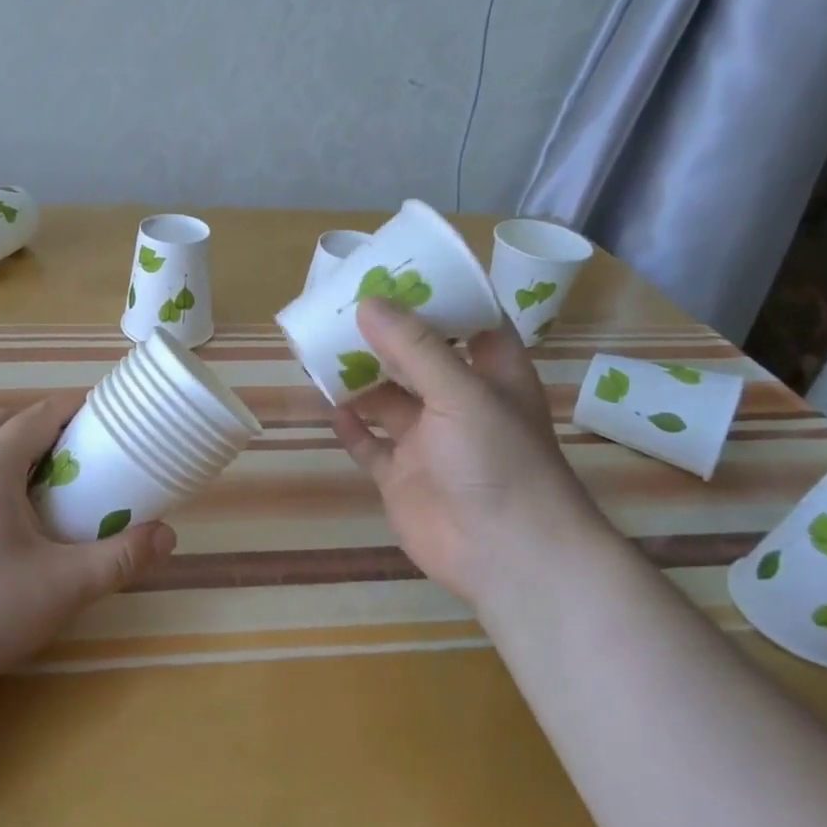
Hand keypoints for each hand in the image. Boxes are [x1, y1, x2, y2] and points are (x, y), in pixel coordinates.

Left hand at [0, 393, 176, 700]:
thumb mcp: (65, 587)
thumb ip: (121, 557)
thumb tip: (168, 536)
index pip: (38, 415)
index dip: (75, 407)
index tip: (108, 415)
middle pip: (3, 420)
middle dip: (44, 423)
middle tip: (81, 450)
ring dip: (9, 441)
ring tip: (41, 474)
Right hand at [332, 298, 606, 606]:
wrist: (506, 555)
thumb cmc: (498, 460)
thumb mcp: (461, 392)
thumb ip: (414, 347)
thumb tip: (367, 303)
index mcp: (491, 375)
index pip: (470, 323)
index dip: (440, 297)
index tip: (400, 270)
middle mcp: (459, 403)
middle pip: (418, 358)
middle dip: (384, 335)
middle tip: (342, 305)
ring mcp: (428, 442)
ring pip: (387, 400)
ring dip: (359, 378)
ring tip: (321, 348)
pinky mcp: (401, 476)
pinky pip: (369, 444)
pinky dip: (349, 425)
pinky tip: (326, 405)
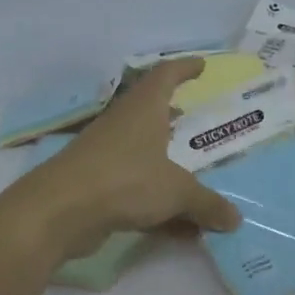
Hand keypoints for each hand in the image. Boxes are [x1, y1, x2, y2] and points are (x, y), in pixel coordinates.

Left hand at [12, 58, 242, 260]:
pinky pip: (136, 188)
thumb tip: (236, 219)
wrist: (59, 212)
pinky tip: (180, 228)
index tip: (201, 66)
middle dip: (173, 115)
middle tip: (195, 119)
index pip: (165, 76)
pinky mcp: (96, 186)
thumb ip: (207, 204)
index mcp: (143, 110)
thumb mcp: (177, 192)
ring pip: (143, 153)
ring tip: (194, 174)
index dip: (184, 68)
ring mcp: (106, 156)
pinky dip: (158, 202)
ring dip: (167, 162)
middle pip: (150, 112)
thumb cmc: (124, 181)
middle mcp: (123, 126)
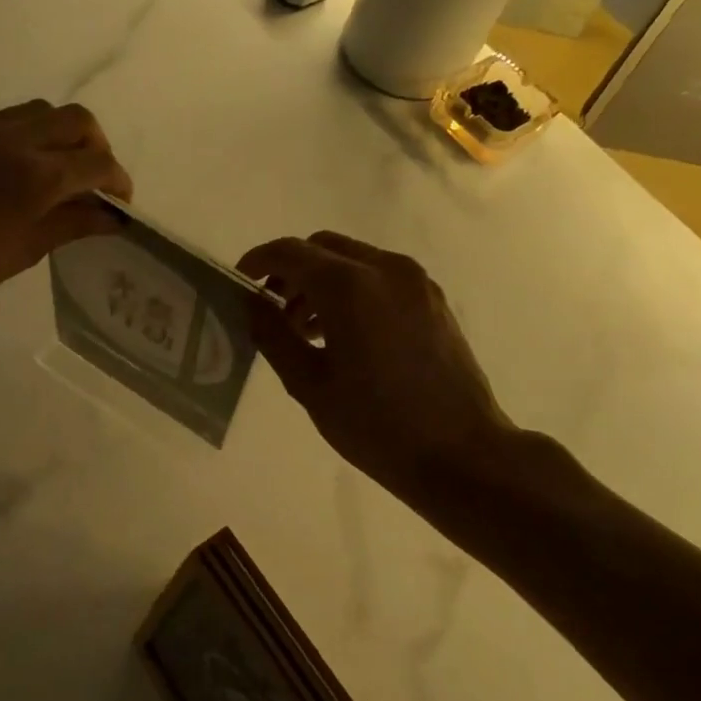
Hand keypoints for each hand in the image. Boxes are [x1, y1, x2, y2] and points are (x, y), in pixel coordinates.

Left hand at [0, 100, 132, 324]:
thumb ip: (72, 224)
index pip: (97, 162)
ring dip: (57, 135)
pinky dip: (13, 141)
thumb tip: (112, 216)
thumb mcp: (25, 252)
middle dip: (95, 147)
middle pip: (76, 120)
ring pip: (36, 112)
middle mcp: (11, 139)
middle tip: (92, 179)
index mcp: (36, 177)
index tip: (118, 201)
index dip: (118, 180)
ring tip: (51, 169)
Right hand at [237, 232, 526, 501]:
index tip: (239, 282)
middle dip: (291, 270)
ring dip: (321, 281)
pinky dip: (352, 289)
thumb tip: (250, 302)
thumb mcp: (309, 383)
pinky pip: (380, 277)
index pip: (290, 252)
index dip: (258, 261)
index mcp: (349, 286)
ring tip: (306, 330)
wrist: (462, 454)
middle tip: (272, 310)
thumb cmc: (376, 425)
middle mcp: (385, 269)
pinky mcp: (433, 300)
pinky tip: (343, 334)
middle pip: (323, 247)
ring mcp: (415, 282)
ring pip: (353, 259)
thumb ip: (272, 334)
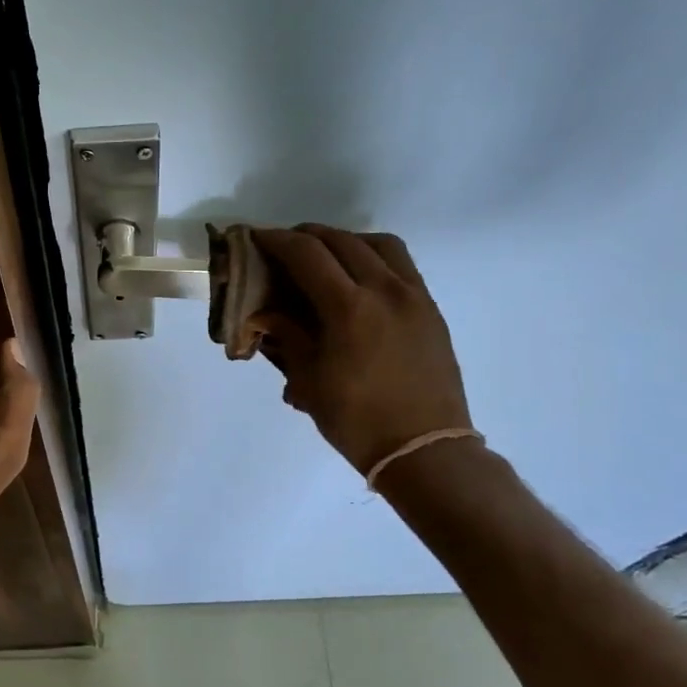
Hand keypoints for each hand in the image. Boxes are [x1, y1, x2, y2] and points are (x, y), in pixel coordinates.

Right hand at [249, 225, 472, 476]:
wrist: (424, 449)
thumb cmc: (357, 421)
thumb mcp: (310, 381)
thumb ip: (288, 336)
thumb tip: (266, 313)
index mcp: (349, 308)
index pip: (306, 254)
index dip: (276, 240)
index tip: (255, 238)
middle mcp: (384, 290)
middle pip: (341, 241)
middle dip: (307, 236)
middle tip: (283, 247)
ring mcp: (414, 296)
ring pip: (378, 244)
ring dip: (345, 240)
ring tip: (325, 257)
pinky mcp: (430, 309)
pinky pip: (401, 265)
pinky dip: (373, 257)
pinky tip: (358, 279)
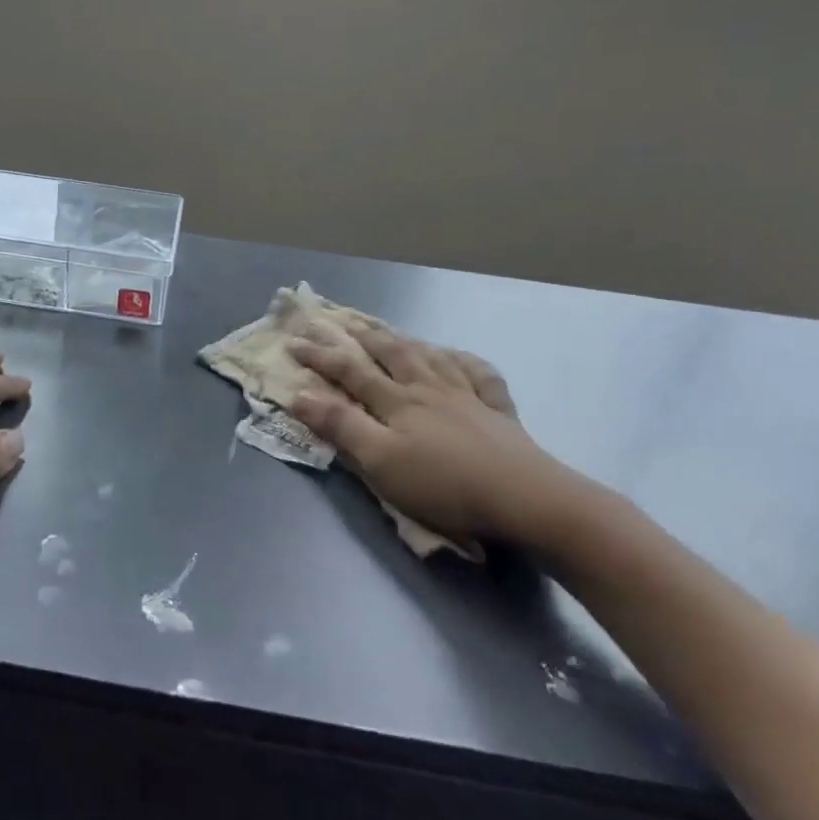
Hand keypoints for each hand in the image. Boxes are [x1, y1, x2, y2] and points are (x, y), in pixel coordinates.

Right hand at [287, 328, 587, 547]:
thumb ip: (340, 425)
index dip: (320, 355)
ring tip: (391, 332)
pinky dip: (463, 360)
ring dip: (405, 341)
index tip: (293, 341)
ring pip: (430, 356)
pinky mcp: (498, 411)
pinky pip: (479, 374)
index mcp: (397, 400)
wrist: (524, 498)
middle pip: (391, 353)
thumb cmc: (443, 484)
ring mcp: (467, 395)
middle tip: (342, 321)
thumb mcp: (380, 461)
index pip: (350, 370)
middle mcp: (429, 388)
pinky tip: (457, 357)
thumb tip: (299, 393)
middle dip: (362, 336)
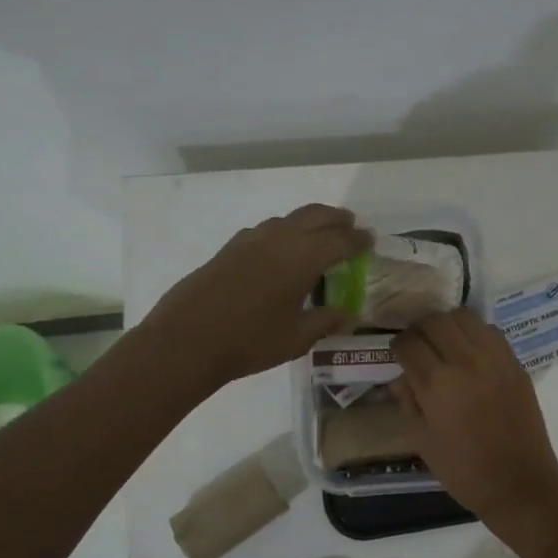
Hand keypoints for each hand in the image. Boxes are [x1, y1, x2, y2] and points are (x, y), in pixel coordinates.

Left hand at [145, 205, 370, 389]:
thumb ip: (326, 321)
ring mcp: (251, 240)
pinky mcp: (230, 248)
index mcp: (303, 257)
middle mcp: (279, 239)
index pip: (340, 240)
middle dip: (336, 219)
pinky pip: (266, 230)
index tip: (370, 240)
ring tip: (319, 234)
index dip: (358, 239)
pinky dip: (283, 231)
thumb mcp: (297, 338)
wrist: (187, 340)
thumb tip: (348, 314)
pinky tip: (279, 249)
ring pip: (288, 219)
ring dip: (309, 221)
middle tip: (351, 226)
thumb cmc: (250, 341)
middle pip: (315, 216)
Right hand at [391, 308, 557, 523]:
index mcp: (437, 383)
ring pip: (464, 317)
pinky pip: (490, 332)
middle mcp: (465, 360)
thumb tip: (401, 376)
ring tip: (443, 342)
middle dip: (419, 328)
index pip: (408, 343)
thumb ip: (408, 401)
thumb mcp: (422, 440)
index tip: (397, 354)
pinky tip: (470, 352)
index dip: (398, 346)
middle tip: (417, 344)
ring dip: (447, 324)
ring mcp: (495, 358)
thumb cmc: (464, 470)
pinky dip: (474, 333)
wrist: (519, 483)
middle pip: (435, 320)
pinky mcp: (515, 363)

— What needs to be done —
Take the material above from the line bearing "index tip: (239, 282)" through the line bearing "index dip: (276, 240)" and write it out exactly, both end lines included. Pictures stay out.

— Output below —
index tip: (239, 282)
middle dip: (291, 270)
ring dip: (321, 281)
pinky dip: (352, 289)
thumb tip: (250, 302)
thumb mcp: (309, 383)
pinky pip: (380, 277)
index pip: (290, 252)
index dip: (258, 261)
index mcp: (349, 286)
ring tip: (306, 330)
wrist: (462, 454)
middle tip: (272, 310)
thumb cmc: (376, 425)
middle mcp: (385, 269)
pinky mcp: (433, 300)
pinky tip: (343, 334)
middle pip: (323, 247)
ring mcp: (415, 282)
ring pip: (353, 259)
thumb ip: (272, 334)
Hand keypoints for each hand in the image. Boxes are [x1, y1, x2, y2] and points are (x, y), in pixel coordinates.

Right hand at [249, 225, 472, 476]:
wrist: (424, 449)
thumb cmc: (357, 421)
thumb mcp: (310, 381)
thumb ip: (288, 336)
thumb tip: (266, 313)
index mcp: (349, 308)
index pip: (306, 254)
index dip: (276, 240)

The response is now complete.